Manzanilla para infancias: para qué sirve y cómo prepararla en casa
La manzanilla es una planta dulce y amorosa. Probablemente muchas y muchos de nosotros la usábamos cuando chicos. Esta planta medicinal especial, lleva siglos acompañando a las infancias. Primero porque en la mayoría de los casos es segura de usarla, con preparaciones responsables y sencillas podemos tener grandes resultados.
Nota; ante cualquier duda, y para tratamientos específicos consultar con pediatra tratante.
Para qué la uso en mi práctica — y en casa
Con cuatro hijos, la manzanilla nunca faltó. Es la planta que más recomiendo a las familias porque es segura, accesible, y tiene un rango de acción amplio para lo que más necesitan los niños pequeños:
Digestión. Cólicos, gases, panza tensa, esas noches en que el bebé llora y no hay forma de calmarlo. La manzanilla suele resultar muy relajante. Es suave y muy efectiva.
Sistema nervioso. Irritabilidad, dificultad para dormirse, esa sobreestimulación del final del día cuando un niño o niña está agotadx pero cuesta bajar revoluciones. La manzanilla logra traer mucha calma en la mayoría de los casos.

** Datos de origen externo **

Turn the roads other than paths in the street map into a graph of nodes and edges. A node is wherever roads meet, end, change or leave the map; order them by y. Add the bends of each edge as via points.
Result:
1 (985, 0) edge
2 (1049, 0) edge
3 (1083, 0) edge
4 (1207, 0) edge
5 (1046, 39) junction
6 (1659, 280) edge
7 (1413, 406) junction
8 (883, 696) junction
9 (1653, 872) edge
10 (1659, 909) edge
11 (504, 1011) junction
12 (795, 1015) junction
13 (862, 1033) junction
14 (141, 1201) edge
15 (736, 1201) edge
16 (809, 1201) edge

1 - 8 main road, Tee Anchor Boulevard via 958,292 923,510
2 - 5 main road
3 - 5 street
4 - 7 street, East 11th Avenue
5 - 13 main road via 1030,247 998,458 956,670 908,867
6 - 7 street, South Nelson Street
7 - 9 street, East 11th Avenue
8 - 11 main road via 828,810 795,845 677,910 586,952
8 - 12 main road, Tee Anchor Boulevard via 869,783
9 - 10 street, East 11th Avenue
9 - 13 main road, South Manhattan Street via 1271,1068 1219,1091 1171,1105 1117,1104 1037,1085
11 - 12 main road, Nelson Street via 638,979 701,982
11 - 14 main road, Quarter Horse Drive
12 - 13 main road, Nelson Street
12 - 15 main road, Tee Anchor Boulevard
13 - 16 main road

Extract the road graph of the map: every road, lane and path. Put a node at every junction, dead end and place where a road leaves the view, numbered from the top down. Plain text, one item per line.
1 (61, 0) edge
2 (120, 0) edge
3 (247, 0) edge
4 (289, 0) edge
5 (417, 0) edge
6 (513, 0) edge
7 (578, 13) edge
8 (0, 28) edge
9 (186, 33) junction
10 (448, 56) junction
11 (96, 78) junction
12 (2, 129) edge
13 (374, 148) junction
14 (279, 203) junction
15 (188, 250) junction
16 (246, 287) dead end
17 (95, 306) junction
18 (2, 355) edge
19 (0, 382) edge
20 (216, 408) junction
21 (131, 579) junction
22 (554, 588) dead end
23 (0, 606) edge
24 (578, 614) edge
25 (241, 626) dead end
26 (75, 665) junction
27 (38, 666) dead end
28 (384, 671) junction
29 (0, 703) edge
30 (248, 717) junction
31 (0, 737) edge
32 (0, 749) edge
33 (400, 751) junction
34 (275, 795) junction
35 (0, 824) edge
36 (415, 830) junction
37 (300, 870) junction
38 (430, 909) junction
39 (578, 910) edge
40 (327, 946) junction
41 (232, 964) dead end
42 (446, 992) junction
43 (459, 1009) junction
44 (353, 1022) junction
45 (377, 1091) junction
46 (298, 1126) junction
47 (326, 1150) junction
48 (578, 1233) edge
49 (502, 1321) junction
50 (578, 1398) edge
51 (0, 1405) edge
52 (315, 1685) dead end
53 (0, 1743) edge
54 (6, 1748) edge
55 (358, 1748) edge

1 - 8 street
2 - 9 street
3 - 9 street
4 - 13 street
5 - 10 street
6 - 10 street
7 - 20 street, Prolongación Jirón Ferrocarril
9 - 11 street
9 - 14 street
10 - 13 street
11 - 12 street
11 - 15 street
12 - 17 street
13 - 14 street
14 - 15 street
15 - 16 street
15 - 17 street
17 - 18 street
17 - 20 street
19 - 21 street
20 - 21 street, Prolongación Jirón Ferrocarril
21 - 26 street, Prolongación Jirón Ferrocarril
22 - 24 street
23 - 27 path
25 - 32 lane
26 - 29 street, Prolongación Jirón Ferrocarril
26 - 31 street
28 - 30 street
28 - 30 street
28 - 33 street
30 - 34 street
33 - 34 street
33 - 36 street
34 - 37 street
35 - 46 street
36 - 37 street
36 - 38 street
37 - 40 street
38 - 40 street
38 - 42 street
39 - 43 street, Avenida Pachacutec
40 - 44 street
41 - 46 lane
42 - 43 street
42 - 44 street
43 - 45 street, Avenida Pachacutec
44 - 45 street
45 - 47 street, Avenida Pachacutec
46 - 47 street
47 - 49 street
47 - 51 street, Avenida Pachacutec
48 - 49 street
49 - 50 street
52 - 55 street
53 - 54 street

Piel. Rojeces, irritaciones leves, zona del pañal sensible. En baño o en compresa, la manzanilla reduce la inflamación y alivia. Mezclada con aceite vehicular de caléndula, puede resultar realmente maravillosa. A la vez que aliviamos la piel, damos alivio también a pancita y corazón.
Cómo prepararla según la edad
La regla general que uso en mi práctica es simple: a menor edad, menor concentración y menor cantidad.
A partir de 2 años: Media cucharadita de flores secas en 200 ml de agua caliente. Tapado, 5 minutos de reposo. Colar bien. Dejar entibiar. No más de 30 ml por toma, dos o tres veces al día cuando hay síntoma. No como bebida habitual. (consultar al pediatra tratante)
El baño de manzanilla
Esta es mi preparación favorita para fin del día, especialmente en niños que están irritables o con la piel sensible.
Preparás una infusión concentrada: cuatro o cinco cucharadas de flores secas en un litro de agua caliente, tapado, 15 minutos. Colás bien y agregás esa infusión al agua del baño. El agua queda levemente dorada y huele a campo. La piel absorbe los principios activos y el sistema nervioso responde al aroma. Los niños salen del baño distintos. Más quietos. Listos para dormir.
Una alternativa es colocar una gota de aceite esencial de manzanilla en el bañito (pero en este caso el aceite debe ser realmente puro, y por favor siempre, usarlo diluido, jamas puro, y mucho menos para bebés, y niñxs)
Cómo conseguirla y cómo guardarla
La manzanilla que usamos por aquí es de nuestro jardín medicinal en Punta Ballena (Uruguay). Cosechada cuando las flores están en su punto, secada a la sombra, guardada en frasco de vidrio oscuro lejos de la luz. El secado y envasado, es un arte aparte y merece otro blog :)
Si no la cultivás vos, buscá flores secas de buena procedencia — sueltas, no en saquito, para poder ver la calidad. Tiene que tener aroma claro y color vivo. Guardada bien dura un año. Algo importante (y no siempre fácil de conseguir), es que las hierbas que vayas a usar en casa sean orgánicas, que estén libres de pesticidas y agrotóxicos… por motivos obvios.
una cosecha de nuestras plantaciones
Otras formas de usar manzanilla
En aceite esencial (aplicamos en la piel, siempre diluido en un aceite vehícular: siempre recomiendo jojoba). Dependiendo de la edad, la dilución correcta que debemos emplear. Y nunca aplicamos aromaterapia directo en el cuerpo antes de 2 años de edad y siempre consultando previamente al médico tratante.
Para antes de 2 años podemos usar un difusor eléctrico, en donde colocamos agua limpia y filtrada y unas pocas gotas de aceite esencial de manzanilla. Alternativamente podemos hacer una bruma con agua, y ponerla en el aire y ropa de cama, para generar un ambiente de confort y armonía.
Una última cosa
La manzanilla es una planta de bajo riesgo y alta efectividad para niños. Pero ninguna planta reemplaza la atención médica correspondiente. Las plantas acompañan — y siempre debemos usarlas con respeto y responsabilidad.
Y recordá, a veces estar mas tiempo en la naturaleza, respirar aire limpio ( en todas las estaciones del año), ya ayuda a renovarnos y a calmar nuestros sistemas.